The Consumer Financial Protection Bureau (CFPB) brought action against Loan Doctor to address claims that the company and its founder, Edgar Radjabi, violated consumer financial protection laws by deceiving consumers into thinking they were depositing funds into a guaranteed return savings product within a commercial bank.
According to the CFPB, Loan Doctor and Radjabi falsely represented that deposited funds would be used to originate loans for healthcare professionals, would be held in insured accounts or backed by cash alternatives, and would yield interest rates between 5 percent and 6.25 percent.
“Loan Doctor and its founder masqueraded as a traditional bank to open accounts for people seeking a high-yield savings product,” said CFPB Director Rohit Chopra in a press release. “In reality, this outfit and its ringleader were using customer funds for risky investments.”
My Loan Doctor, which operated as Loan Doctor, operates in Florida and New York, purportedly offering customers a Healthcare Finance Savings CD account that would yield, according to the company, “the highest return of any savings product in the U.S.”
The CFPB alleged that Loan Doctor and Radjabi made several false, misleading, and inaccurate marketing representations in advertising Loan Doctor’s Healthcare Finance Savings CD account. Starting in August 2019, Loan Doctor took millions of dollars from at least 400 individuals who opened and deposited money into Loan Doctors advertised savings product.

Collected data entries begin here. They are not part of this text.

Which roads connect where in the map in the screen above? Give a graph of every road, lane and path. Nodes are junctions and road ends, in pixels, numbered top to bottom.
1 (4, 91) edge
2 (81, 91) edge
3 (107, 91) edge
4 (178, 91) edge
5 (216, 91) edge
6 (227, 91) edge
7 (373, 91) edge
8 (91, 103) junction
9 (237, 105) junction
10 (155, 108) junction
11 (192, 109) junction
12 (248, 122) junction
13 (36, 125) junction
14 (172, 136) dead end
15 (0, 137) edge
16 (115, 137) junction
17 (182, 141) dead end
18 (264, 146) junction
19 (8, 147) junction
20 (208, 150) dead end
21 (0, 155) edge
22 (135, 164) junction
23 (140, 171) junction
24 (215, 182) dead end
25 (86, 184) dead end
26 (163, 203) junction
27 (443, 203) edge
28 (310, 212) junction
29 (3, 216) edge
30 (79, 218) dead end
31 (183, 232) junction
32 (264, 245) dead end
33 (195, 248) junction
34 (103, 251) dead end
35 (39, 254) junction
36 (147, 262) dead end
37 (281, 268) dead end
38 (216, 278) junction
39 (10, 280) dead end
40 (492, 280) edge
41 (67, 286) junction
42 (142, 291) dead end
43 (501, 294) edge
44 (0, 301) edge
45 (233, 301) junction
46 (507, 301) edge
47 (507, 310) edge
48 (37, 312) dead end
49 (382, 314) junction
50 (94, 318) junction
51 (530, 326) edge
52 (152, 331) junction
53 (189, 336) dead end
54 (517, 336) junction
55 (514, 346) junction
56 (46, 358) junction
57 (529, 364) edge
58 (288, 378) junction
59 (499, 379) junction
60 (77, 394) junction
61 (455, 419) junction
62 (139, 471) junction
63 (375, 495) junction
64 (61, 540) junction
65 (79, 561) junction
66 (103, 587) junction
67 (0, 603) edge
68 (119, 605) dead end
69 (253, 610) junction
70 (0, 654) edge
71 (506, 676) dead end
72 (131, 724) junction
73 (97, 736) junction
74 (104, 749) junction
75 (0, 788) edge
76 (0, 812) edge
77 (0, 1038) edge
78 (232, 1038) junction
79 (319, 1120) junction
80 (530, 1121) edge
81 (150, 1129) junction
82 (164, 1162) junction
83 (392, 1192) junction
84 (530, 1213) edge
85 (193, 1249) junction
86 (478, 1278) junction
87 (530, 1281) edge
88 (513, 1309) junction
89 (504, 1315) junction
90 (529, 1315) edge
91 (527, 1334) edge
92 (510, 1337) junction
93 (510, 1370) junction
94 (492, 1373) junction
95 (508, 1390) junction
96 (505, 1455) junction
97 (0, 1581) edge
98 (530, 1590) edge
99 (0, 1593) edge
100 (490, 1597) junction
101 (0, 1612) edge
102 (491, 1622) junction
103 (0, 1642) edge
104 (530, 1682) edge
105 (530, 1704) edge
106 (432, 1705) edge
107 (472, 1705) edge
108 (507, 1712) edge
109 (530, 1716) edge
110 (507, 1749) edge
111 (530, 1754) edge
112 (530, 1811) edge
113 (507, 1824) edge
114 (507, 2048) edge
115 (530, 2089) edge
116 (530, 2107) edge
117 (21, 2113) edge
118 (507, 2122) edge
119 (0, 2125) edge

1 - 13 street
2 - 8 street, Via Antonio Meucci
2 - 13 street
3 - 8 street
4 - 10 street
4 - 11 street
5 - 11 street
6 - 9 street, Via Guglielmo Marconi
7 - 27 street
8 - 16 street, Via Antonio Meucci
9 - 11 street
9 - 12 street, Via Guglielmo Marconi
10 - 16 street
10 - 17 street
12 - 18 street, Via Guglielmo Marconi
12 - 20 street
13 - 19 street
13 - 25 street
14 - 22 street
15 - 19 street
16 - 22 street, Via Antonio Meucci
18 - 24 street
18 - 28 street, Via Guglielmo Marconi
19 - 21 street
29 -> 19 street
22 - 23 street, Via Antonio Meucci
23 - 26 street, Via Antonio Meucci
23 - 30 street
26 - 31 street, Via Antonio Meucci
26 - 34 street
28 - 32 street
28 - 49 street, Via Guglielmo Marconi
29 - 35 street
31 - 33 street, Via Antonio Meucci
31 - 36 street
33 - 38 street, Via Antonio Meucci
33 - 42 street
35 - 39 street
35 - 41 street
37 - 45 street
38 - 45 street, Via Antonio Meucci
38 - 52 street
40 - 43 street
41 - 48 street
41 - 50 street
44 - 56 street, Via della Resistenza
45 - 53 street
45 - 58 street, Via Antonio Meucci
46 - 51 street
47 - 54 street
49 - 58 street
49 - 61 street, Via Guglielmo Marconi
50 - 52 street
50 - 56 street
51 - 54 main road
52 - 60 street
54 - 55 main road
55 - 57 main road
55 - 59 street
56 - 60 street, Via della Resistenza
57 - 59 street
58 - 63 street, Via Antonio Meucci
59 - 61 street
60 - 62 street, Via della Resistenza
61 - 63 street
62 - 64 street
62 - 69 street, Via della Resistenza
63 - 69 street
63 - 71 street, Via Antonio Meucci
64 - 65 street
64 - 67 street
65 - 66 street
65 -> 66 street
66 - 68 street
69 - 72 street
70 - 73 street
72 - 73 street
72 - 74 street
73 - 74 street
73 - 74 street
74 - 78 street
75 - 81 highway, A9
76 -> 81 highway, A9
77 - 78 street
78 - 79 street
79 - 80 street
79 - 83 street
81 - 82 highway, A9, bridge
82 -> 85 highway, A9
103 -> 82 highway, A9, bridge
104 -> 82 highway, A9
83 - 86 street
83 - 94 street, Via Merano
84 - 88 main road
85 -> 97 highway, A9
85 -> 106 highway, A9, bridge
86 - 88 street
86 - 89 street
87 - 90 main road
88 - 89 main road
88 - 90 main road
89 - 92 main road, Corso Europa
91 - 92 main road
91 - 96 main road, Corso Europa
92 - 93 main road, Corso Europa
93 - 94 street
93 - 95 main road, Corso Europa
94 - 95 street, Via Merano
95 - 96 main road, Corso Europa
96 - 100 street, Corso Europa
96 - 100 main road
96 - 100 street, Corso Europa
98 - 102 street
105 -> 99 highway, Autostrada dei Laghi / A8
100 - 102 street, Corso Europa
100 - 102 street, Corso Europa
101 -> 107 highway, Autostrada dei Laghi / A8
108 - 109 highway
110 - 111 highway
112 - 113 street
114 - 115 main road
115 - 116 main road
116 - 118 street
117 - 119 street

The CFPB claimed that Loan Doctor and Radjabi specifically misrepresented that:
- Customer deposits would originate loans for healthcare professionals: Loan Doctor and Radjabi told depositors that when it originated a loan, it would have an investor lined up to purchase it. In fact, Loan Doctor never used the deposits to originate loans for healthcare professionals, and it never entered into a contract with a buyer or investor to purchase a loan.
- Customer deposits would be secure: Loan Doctor represented that when not being used to originate loans, deposited funds would be held in an FDIC-insured account, or an account insured by Lloyd’s of London or backed by a “cash alternative” or “cash equivalent.” Loan Doctor also stated that it maintained a cash reserve in an amount equivalent to the amount customers deposited. CFPB’s investigation found that Radjabi instead placed funds in a hedge fund he controlled and in crypto assets, such as Celsius Network. Deposited funds were also invested in actively traded securities or loaned, through a third party, to investors using individual stock portfolios as collateral.
- Loan Doctor was a commercial bank: Loan Doctor misled customers to believe they were depositing their funds into accounts like traditional savings accounts that had guaranteed returns. In fact, Loan Doctor was not a commercial bank, and depositors’ funds were invested in volatile securities or securities-backed investments.
- Healthcare Finance High-Yield CD accounts had a record of paying high interest rates: Loan Doctor stated that the accounts paid interest at rates between 5 percent and 6.25 percent in years prior to 2019. In fact, Loan Doctor did not begin taking consumer deposits until August 2019
The proposed settlement, if approved by the court, would require Loan Doctor and Radjabi to refund approximately $19 million to the approximately 400 depositors who attempted to utilize the Healthcare Finance High Yield CD account, stop engaging in deposit-taking activities, and pay a $391,530 fine to the CFPB.